The pool sex in Showgirls is really ridiculous pool sex. Like, literally no one working on that film even tried to make that scene in anyway realistic, least of all the actors involved. I mean, I’ve had sex- I’ve had good sex and I’ve had amazing sex, but I’ve never had sex that illicits the reaction that Elizabeth Berkley (who previously I'd only ever seen in Saved By The Bell, in which she was much, much more wholesome) enacts in this scene and I don’t think that I will, unless I ever sleep with a guy whose penis doubles up as an electric cattle prod, and I’m fine with that. 


Casualty
I have long suspected that once popular BBC hospital drama series, Casualty, is the biggest contributor to soaring diagnoses of anxiety within my generation. We all watched it because the fact that it was on past 9pm and we were allowed to watch it made it seem like The fucking Wire. The story lines from Casualty seeped into my brain at weekly intervals, and gradually worked away at telling my innocent, best-believing child brain to fear everything and that even the most benign household item could cause a slow, painful death. Laundry baskets, novelty bread bins on high shelves, a lone AA battery and that doe-eyed bastard Henry the Hoover - they will all result in a subdural hematoma. 

Casualty basically taught me to fear everything. I mean, I get it, Casualty writers. There is little drama to be found in realistic A&E scenarios; a doctor and a nurse who have engaged in an on-off relationship for the past three years are not going to be reminded of what really matters (that’s love, apparently) over a girl who cut the bottom of her leg after trying to cut the straps of her shoes with a bread knife as she was too drunk to undo the buckle. That won’t get you a second series, sure, but how about exercising a little responsibility, huh? To this day I am still terrified of curtain ties and of accidentally hanging myself with one after tripping over toys that my mum kept telling me to put away. 

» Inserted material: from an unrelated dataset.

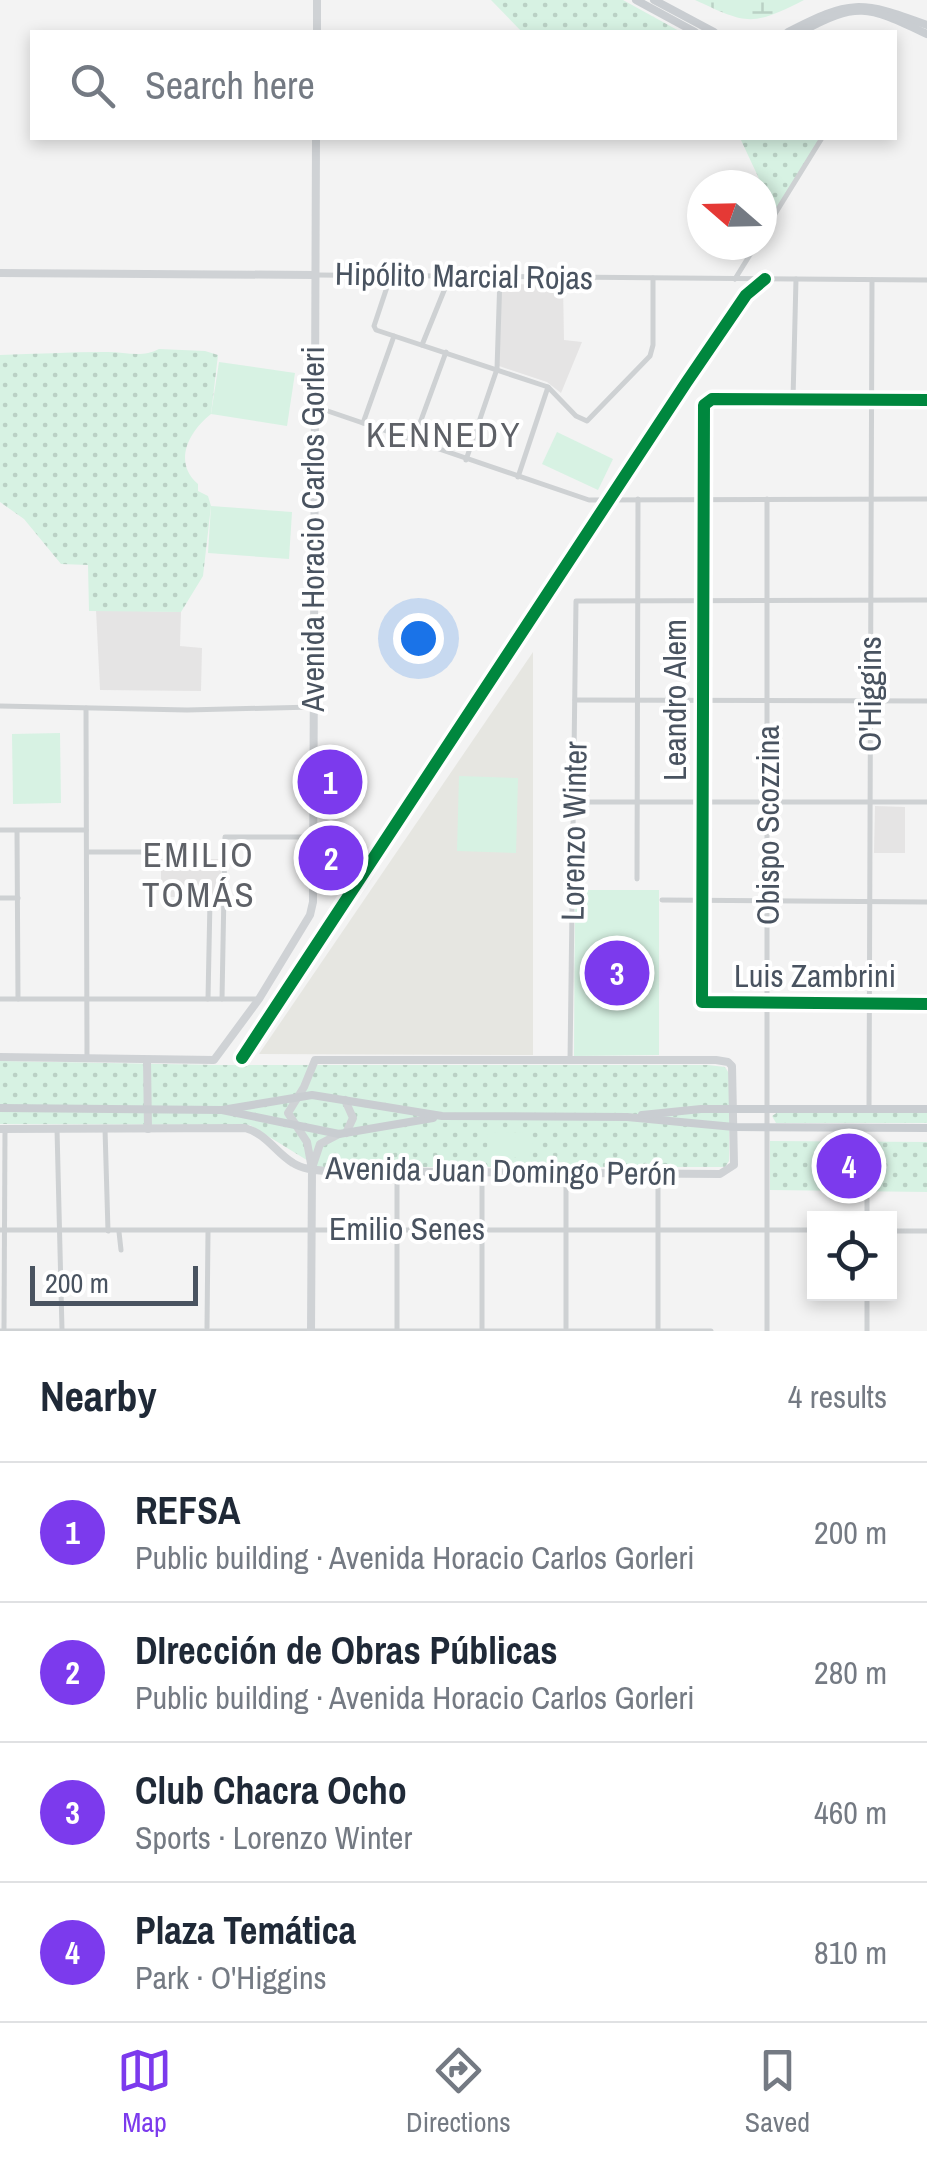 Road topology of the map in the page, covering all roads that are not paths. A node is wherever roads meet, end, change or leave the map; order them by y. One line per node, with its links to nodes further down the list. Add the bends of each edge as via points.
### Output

Other things I learnt from Casualty were, 1) never hang up disco lights at your local community centre - at best you will end up in a coma and 2) healthcare professionals could not care less about you - they are just waiting for you to leave/die/their shift to end so that they can shag each other. 


Graham Norton
I have always loved Graham Norton. He is funny and bitchy, without being mean - a quality which I have yet to crack the ratio off. I would like him to adopt me - something that I'm quite convinced is going to happen at some point, as how can anyone be happy without children?

I stumbled across So Graham Norton one night and never looked back. If you could watch this show openly as an adult then stick a cigarette in my mouth and plonk me on a sunbed, because I was totally up for aging.

Most of what I saw on So Graham Norton has melted away over time, but I definitely remember seeing a woman play a flute with her vagina. It baffled me then and, despite having a much better relationship with my own area now than I did aged twelve, when it's mere existence mortified me, it baffles me now. 
I don't think I will ever be old enough to see that and not feel totally confused.